-- Task to complete --
Each line of the data needs to be transcribed exactly.

### Records to use

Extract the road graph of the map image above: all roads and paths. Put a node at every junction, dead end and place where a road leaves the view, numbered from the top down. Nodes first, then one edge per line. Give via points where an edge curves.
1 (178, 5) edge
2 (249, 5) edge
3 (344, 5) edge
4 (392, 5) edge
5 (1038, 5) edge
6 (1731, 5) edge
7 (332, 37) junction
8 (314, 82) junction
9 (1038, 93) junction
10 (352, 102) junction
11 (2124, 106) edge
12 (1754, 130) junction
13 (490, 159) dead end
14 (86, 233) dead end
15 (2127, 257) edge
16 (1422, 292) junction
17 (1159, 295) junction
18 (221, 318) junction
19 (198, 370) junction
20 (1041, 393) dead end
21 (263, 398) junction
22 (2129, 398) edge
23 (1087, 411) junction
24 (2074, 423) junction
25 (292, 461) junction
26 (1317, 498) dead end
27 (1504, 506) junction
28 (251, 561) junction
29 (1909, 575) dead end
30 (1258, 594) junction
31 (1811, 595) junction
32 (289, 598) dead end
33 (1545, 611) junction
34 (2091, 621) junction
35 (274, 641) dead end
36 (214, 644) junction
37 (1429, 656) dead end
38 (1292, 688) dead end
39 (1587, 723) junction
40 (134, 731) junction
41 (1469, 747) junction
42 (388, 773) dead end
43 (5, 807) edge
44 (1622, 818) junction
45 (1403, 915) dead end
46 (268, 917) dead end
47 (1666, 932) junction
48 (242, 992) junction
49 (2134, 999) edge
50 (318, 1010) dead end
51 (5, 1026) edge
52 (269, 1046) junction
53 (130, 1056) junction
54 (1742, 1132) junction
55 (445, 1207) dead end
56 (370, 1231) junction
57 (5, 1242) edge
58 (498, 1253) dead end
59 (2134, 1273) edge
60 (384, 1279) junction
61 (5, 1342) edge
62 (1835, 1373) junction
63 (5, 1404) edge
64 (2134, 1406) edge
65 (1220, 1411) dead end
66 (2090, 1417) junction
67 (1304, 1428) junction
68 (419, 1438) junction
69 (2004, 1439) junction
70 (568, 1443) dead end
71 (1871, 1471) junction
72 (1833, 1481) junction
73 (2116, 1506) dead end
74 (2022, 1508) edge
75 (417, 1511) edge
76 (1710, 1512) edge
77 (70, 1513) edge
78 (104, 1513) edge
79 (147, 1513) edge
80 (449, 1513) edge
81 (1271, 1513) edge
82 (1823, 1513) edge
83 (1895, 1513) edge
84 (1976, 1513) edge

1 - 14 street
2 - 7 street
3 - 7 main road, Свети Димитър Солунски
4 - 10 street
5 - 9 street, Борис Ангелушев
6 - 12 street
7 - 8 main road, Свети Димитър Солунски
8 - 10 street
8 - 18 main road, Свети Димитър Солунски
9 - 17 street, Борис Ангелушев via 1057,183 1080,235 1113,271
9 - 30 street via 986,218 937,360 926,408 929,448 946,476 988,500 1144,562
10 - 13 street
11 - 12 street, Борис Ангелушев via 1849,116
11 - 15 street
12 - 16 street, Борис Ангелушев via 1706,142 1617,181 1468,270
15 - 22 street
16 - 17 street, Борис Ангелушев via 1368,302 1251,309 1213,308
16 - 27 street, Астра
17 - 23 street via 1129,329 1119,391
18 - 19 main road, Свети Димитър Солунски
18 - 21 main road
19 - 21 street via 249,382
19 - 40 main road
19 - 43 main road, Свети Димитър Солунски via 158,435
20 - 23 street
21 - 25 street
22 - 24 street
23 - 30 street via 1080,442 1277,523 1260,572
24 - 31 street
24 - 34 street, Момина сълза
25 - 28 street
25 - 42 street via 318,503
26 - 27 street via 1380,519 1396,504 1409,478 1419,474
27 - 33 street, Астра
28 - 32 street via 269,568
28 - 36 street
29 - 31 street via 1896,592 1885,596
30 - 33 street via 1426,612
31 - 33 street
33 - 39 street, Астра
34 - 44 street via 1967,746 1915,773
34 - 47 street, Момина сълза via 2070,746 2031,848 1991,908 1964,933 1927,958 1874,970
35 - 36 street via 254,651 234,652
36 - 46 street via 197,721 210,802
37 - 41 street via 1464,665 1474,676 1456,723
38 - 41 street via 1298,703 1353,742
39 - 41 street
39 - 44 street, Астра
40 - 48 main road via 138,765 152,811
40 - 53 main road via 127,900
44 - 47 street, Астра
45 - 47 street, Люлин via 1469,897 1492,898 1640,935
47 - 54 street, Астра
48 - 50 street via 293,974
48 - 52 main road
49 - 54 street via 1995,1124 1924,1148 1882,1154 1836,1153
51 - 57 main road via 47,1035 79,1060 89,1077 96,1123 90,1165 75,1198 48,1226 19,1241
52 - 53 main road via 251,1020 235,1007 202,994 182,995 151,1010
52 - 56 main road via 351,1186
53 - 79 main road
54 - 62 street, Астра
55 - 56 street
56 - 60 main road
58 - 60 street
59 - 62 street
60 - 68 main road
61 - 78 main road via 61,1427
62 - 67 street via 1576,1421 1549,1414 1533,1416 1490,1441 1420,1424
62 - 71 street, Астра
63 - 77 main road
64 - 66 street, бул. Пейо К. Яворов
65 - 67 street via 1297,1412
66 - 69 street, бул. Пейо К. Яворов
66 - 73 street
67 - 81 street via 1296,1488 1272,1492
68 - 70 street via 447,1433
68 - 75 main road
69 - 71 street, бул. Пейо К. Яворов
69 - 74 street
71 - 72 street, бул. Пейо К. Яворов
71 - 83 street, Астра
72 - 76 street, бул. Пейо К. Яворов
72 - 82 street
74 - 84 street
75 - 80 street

######

-- The answer --
Extract the road graph of the map image above: all roads and paths. Put a node at every junction, dead end and place where a road leaves the view, numbered from the top down. Nodes first, then one edge per line. Give via points where an edge curves.
1 (178, 5) edge
2 (249, 5) edge
3 (344, 5) edge
4 (392, 5) edge
5 (1038, 5) edge
6 (1731, 5) edge
7 (332, 37) junction
8 (314, 82) junction
9 (1038, 93) junction
10 (352, 102) junction
11 (2124, 106) edge
12 (1754, 130) junction
13 (490, 159) dead end
14 (86, 233) dead end
15 (2127, 257) edge
16 (1422, 292) junction
17 (1159, 295) junction
18 (221, 318) junction
19 (198, 370) junction
20 (1041, 393) dead end
21 (263, 398) junction
22 (2129, 398) edge
23 (1087, 411) junction
24 (2074, 423) junction
25 (292, 461) junction
26 (1317, 498) dead end
27 (1504, 506) junction
28 (251, 561) junction
29 (1909, 575) dead end
30 (1258, 594) junction
31 (1811, 595) junction
32 (289, 598) dead end
33 (1545, 611) junction
34 (2091, 621) junction
35 (274, 641) dead end
36 (214, 644) junction
37 (1429, 656) dead end
38 (1292, 688) dead end
39 (1587, 723) junction
40 (134, 731) junction
41 (1469, 747) junction
42 (388, 773) dead end
43 (5, 807) edge
44 (1622, 818) junction
45 (1403, 915) dead end
46 (268, 917) dead end
47 (1666, 932) junction
48 (242, 992) junction
49 (2134, 999) edge
50 (318, 1010) dead end
51 (5, 1026) edge
52 (269, 1046) junction
53 (130, 1056) junction
54 (1742, 1132) junction
55 (445, 1207) dead end
56 (370, 1231) junction
57 (5, 1242) edge
58 (498, 1253) dead end
59 (2134, 1273) edge
60 (384, 1279) junction
61 (5, 1342) edge
62 (1835, 1373) junction
63 (5, 1404) edge
64 (2134, 1406) edge
65 (1220, 1411) dead end
66 (2090, 1417) junction
67 (1304, 1428) junction
68 (419, 1438) junction
69 (2004, 1439) junction
70 (568, 1443) dead end
71 (1871, 1471) junction
72 (1833, 1481) junction
73 (2116, 1506) dead end
74 (2022, 1508) edge
75 (417, 1511) edge
76 (1710, 1512) edge
77 (70, 1513) edge
78 (104, 1513) edge
79 (147, 1513) edge
80 (449, 1513) edge
81 (1271, 1513) edge
82 (1823, 1513) edge
83 (1895, 1513) edge
84 (1976, 1513) edge

1 - 14 street
2 - 7 street
3 - 7 main road, Свети Димитър Солунски
4 - 10 street
5 - 9 street, Борис Ангелушев
6 - 12 street
7 - 8 main road, Свети Димитър Солунски
8 - 10 street
8 - 18 main road, Свети Димитър Солунски
9 - 17 street, Борис Ангелушев via 1057,183 1080,235 1113,271
9 - 30 street via 986,218 937,360 926,408 929,448 946,476 988,500 1144,562
10 - 13 street
11 - 12 street, Борис Ангелушев via 1849,116
11 - 15 street
12 - 16 street, Борис Ангелушев via 1706,142 1617,181 1468,270
15 - 22 street
16 - 17 street, Борис Ангелушев via 1368,302 1251,309 1213,308
16 - 27 street, Астра
17 - 23 street via 1129,329 1119,391
18 - 19 main road, Свети Димитър Солунски
18 - 21 main road
19 - 21 street via 249,382
19 - 40 main road
19 - 43 main road, Свети Димитър Солунски via 158,435
20 - 23 street
21 - 25 street
22 - 24 street
23 - 30 street via 1080,442 1277,523 1260,572
24 - 31 street
24 - 34 street, Момина сълза
25 - 28 street
25 - 42 street via 318,503
26 - 27 street via 1380,519 1396,504 1409,478 1419,474
27 - 33 street, Астра
28 - 32 street via 269,568
28 - 36 street
29 - 31 street via 1896,592 1885,596
30 - 33 street via 1426,612
31 - 33 street
33 - 39 street, Астра
34 - 44 street via 1967,746 1915,773
34 - 47 street, Момина сълза via 2070,746 2031,848 1991,908 1964,933 1927,958 1874,970
35 - 36 street via 254,651 234,652
36 - 46 street via 197,721 210,802
37 - 41 street via 1464,665 1474,676 1456,723
38 - 41 street via 1298,703 1353,742
39 - 41 street
39 - 44 street, Астра
40 - 48 main road via 138,765 152,811
40 - 53 main road via 127,900
44 - 47 street, Астра
45 - 47 street, Люлин via 1469,897 1492,898 1640,935
47 - 54 street, Астра
48 - 50 street via 293,974
48 - 52 main road
49 - 54 street via 1995,1124 1924,1148 1882,1154 1836,1153
51 - 57 main road via 47,1035 79,1060 89,1077 96,1123 90,1165 75,1198 48,1226 19,1241
52 - 53 main road via 251,1020 235,1007 202,994 182,995 151,1010
52 - 56 main road via 351,1186
53 - 79 main road
54 - 62 street, Астра
55 - 56 street
56 - 60 main road
58 - 60 street
59 - 62 street
60 - 68 main road
61 - 78 main road via 61,1427
62 - 67 street via 1576,1421 1549,1414 1533,1416 1490,1441 1420,1424
62 - 71 street, Астра
63 - 77 main road
64 - 66 street, бул. Пейо К. Яворов
65 - 67 street via 1297,1412
66 - 69 street, бул. Пейо К. Яворов
66 - 73 street
67 - 81 street via 1296,1488 1272,1492
68 - 70 street via 447,1433
68 - 75 main road
69 - 71 street, бул. Пейо К. Яворов
69 - 74 street
71 - 72 street, бул. Пейо К. Яворов
71 - 83 street, Астра
72 - 76 street, бул. Пейо К. Яворов
72 - 82 street
74 - 84 street
75 - 80 street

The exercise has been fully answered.